Furthermore, considering that the Income Tax Act comprehensively provides for earned income, Article 5 of the Addenda to the Enforcement Decree of the Act does not stipulate that profits from the exercise of Stockholm prior to the amendment of the same Enforcement Decree cannot be taxed as earned income, but it shall be interpreted that after the amendment of the above Enforcement Decree, it can be taxed by applying Article 38(1)17 of the same Enforcement Decree to profits from the exercise of Stockholm options generated in the taxable period in which the date of promulgation of the above Enforcement Decree belongs.

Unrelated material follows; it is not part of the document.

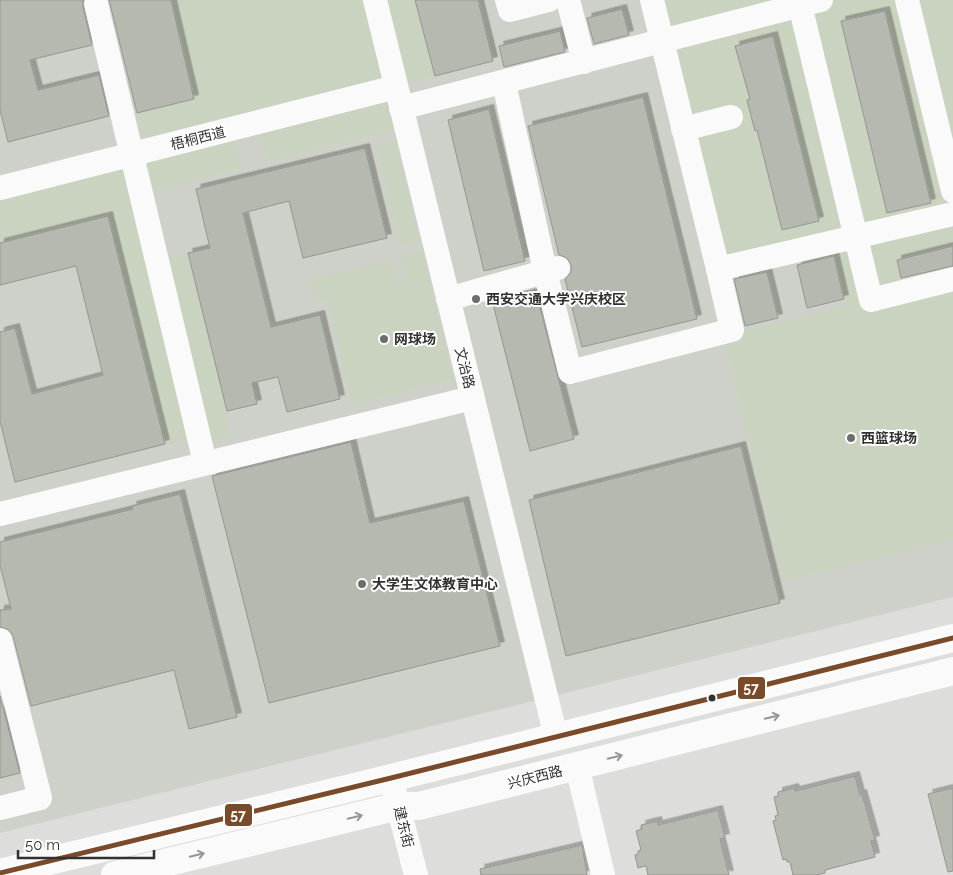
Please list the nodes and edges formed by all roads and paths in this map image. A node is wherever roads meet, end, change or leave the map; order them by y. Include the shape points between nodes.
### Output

(c)Therefore, regardless of the application of Article 5 of the Addenda to the revised Enforcement Decree, each of the dispositions of this case is a legitimate disposition based on Article 20(1) of the Income Tax Act [Article 13-2(1) of the former Tax Reduction and Exemption Control Act (amended by Act No. 5195, Dec. 30, 1996) which was enforced on January 1, 1997, prior to the revision of the above Enforcement Decree does not regard as earned income the benefits derived from the exercise of Stockholm options granted to employees, such as a certain start-up corporation, as an earned income, by providing that the benefits from the exercise of Stockholm options fall under the original earned income];

(6) Whether the imposition of additional tax in this case is lawful

In order to facilitate the exercise of taxation rights and the realization of tax claims under the tax law, additional tax is an administrative sanction imposed as prescribed by individual tax law in cases where taxpayers violate various duties, such as a return and tax payment, without justifiable grounds, and it is unreasonable for them to be aware of their duties. Thus, unless there are justifiable grounds to believe that it is unreasonable for them to expect them to fulfill their duties, it shall be imposed as to non-performance of their duties under the tax law (see, e.g., Supreme Court Decision 2001Du8100, Feb. 14, 2003). In light of the above, since the National Tax Service expressed that it constitutes an earned income from exercising Stockholm options after around 1986, the Plaintiffs did not have any justifiable grounds to recognize it as being subject to imposition of additional tax under the tax law and the Enforcement Decree of the Income Tax Act from 1997 to 200, and there was no reason to acknowledge it as to whether it constitutes a direct or non-performance of the duty under the tax law.

3. Conclusion

Therefore, the plaintiffs' claims seeking revocation on the grounds that each of the dispositions of this case is unlawful are all dismissed. The judgment of the court of first instance is just in this conclusion, and all of the appeals of the plaintiffs are dismissed. It is so decided as per Disposition.